Tuesday, December 23, 2008

Pretend You're Persian This Hanukkah

Actually, if you were trying to do that, you wouldn't really make these; you'd only just wear lots of black and kiss on both cheeks. But see, I've decided that zoulbia, a crisp lacy fritter that bursts with rosewater cardamom syrup when you bite into it, is going to be the traditional Iranian Hanukkah food from now on. It makes sense: throughout the Middle East and the Mediterranean, Jews eat various fried sweets to celebrate the oil-related miracle that Hanukkah commemorates (and yes, latkes weave this same theme through Eastern Europe). These little bits of deliciousness really should be our contribution to the grease-fest.

I really recommend trying zoulbia. They're pretty easy to make -- the batter comes together pretty simply, and it's actually really fun to squeeze out amorphous squiggles of the stuff into hot oil, then watch it bubble and expand as it fries to a golden brown. And the end result is indulgent: sticky and gooey with sweet glaze, the scent is vaguely exotic, and the crunch is really satisfying.
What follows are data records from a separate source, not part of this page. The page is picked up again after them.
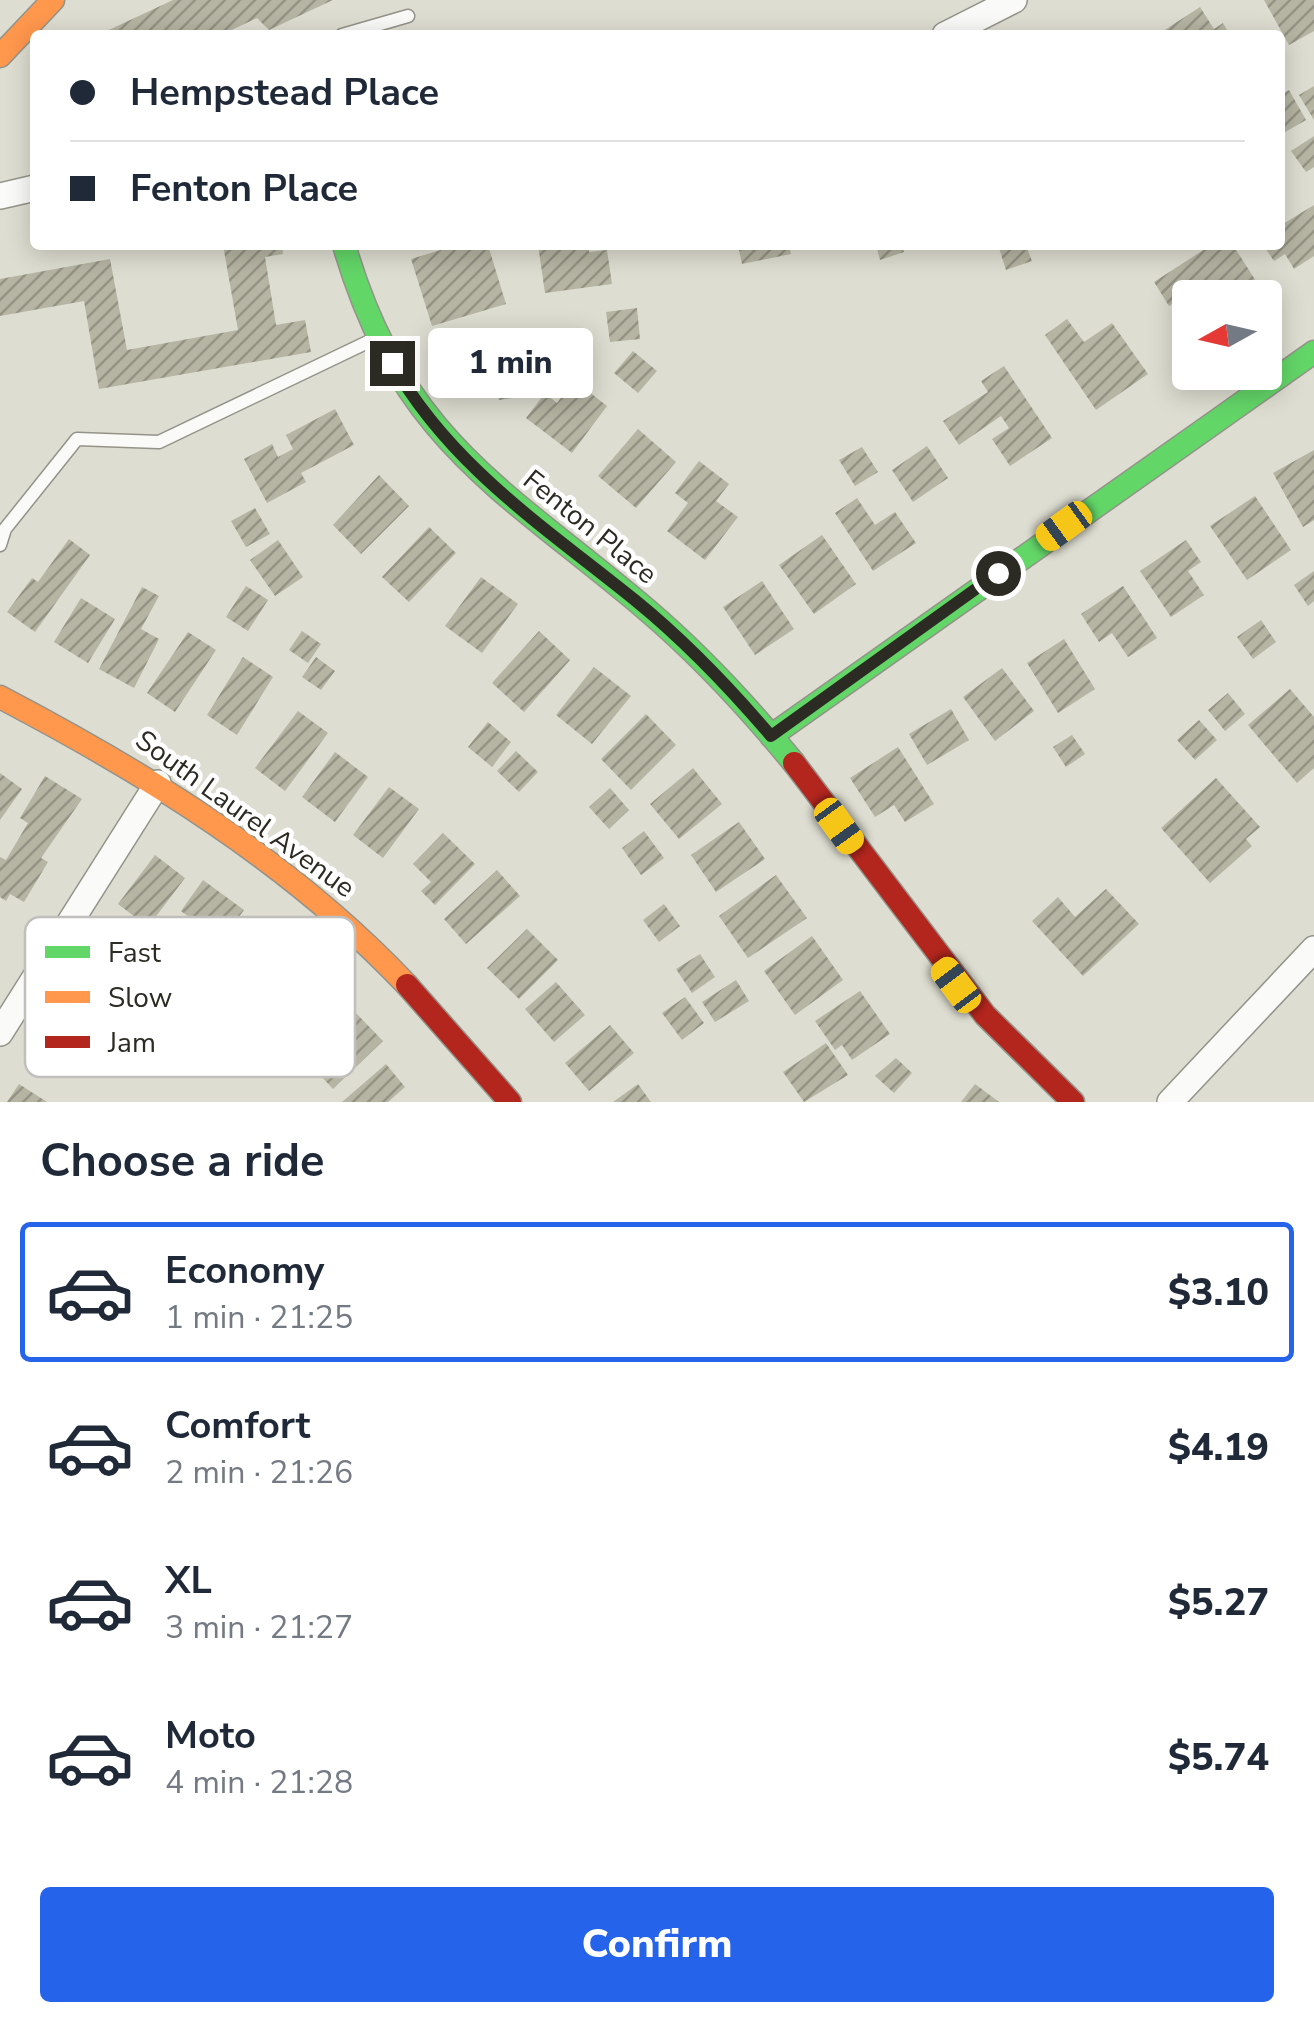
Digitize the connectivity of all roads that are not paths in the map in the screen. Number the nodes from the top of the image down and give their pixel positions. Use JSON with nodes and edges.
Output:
{"nodes":[{"id":1,"x":53,"y":0,"type":"edge"},
{"id":2,"x":1014,"y":0,"type":"edge"},
{"id":3,"x":408,"y":16,"type":"dead end"},
{"id":4,"x":359,"y":30,"type":"edge"},
{"id":5,"x":955,"y":30,"type":"edge"},
{"id":6,"x":0,"y":56,"type":"edge"},
{"id":7,"x":30,"y":189,"type":"edge"},
{"id":8,"x":0,"y":196,"type":"edge"},
{"id":9,"x":346,"y":250,"type":"edge"},
{"id":10,"x":378,"y":338,"type":"junction"},
{"id":11,"x":1314,"y":352,"type":"edge"},
{"id":12,"x":0,"y":545,"type":"edge"},
{"id":13,"x":0,"y":698,"type":"edge"},
{"id":14,"x":771,"y":736,"type":"junction"},
{"id":15,"x":158,"y":783,"type":"junction"},
{"id":16,"x":73,"y":917,"type":"edge"},
{"id":17,"x":338,"y":917,"type":"edge"},
{"id":18,"x":355,"y":932,"type":"edge"},
{"id":19,"x":1314,"y":949,"type":"edge"},
{"id":20,"x":25,"y":993,"type":"edge"},
{"id":21,"x":0,"y":1033,"type":"edge"},
{"id":22,"x":510,"y":1102,"type":"edge"},
{"id":23,"x":1073,"y":1102,"type":"edge"},
{"id":24,"x":1170,"y":1102,"type":"edge"}],
"edges":[{"from":1,"to":6,"type":"street"},
{"from":2,"to":5,"type":"street"},
{"from":3,"to":4,"type":"lane"},
{"from":7,"to":8,"type":"street"},
{"from":9,"to":10,"type":"street","name":"Fenton Place"},
{"from":10,"to":12,"type":"lane"},
{"from":10,"to":14,"type":"street","name":"Fenton Place"},
{"from":11,"to":14,"type":"street"},
{"from":13,"to":15,"type":"street","name":"South Laurel Avenue"},
{"from":14,"to":23,"type":"street","name":"Fenton Place"},
{"from":15,"to":16,"type":"street"},
{"from":15,"to":17,"type":"street","name":"South Laurel Avenue"},
{"from":18,"to":22,"type":"street","name":"South Laurel Avenue"},
{"from":19,"to":24,"type":"street"},
{"from":20,"to":21,"type":"street"}]}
So, I wrote an article for the Shofar, an Iranian Jewish quarterly magazine, declaring this new tradition and offering my mom's recipe. You can check it out on page 67 of this pdf version of the issue, in addition to two other stories I wrote for the magazine: an opinion piece on Barack Obama being elected president (that's right, I wrote about politics. Crazy, no?) on page 51, and an article about the shameful scandal surrounding Agriprocessors, the nation's largest producer of kosher meat on page 58.

UPDATE: Here's the recipe right on the blog, for those too lazy to click the pdf link. What can I say, I'm a giver!


  1. Hi Tannaz,

    Thanks for the introduction to zoulbia; this sounds absolutely delicious. :)

    Do you know any restaurants in L.A. / O.C. that serve this? Thanks.

  2. Can't say for sure, but most persian restaurants would offer zoulbia to have with tea after the meal. Javan in West LA and Darya in Costa Mesa are good bets. Also larger Middle Eastern markets have fresh zoulbia in the bakery section as well -- Elat Market in West LA definitely does, as does the awesome Wholesome Choice in Irvine (beware though, you might end up spending hours inside Wholesome Choice!).

  3. Those came out looking so great. Can you post the recipe here for people who hate linking?

  4. done! i've posted the recipe for the link-lazy!

  5. Sadaf was saying that Mamanini used to make Elephant's Ears (gooshfil) for Hannukah. Any recollection? You should look into this.

  6. consulted my notes. according to mohtaram (closest we're gonna get to mamanini), gooshfil is purim, not hanukkah. and violet concurs. apparently it represents haman's ear or his hat or something.

  7. Hi Tannaz,

    Thanks so much for the info! I can't believe I've never been to Wholesome Choice (none of my OC Hounds have ever mentioned this place to me! Grrr... ;).

    I'll have to check it out the next time I'm down there (or go to Javan). Thanks. :)

  8. Merci Tannaz!

    Do you have any recommendations for making this without wheat flour??

  9. Hey Tara -- I know very little about the world of wheat-free cooking, but I consulted my friend Jenny Goldberg, half of the sister pair behind Spork Foods, vegan chef extraordinaire, and my personal go-to on special needs diets and food substitutions, and she had this wonderful advice:

    "You can totally use the Arrowhead Mills Wheat Free Flour Blend. It has a little bit of a grittier taste than flour, because it is made of tapioca starch, rice flour and other things like that....but you can always substitute Spelt flour, depending on what type of wheat intolerance the person has. Some people that are completely gluten-free have to avoid spelt too, but others don't. Chickpea flour is a great substitute as well, but ideally you want to mix it with a wheat free flour blend."

    Thanks so much Jenny, and hope that helps, Tara!

  10. Thank you Tannaz! I just made your mom's recipe and the other recipe that exists online(has starch in stead of flour)...And your mom's recipe ROCKS!! This is yummy authentic Zoolbia. If your mom has more Jewish/Persian recipes please post. I'd love to try them:-)

  11. Aw, Salomé, you made my day! I'm so glad this recipe worked out for you. It's easier than it looks, isn't it?!

    As far as more recipes, someday I will publish a book with all the Persian Jewish recipes I have collected. In the meantime, try this link for all of the posts here tagged as 'persian'. Mom's sabzi polo is particularly amazing.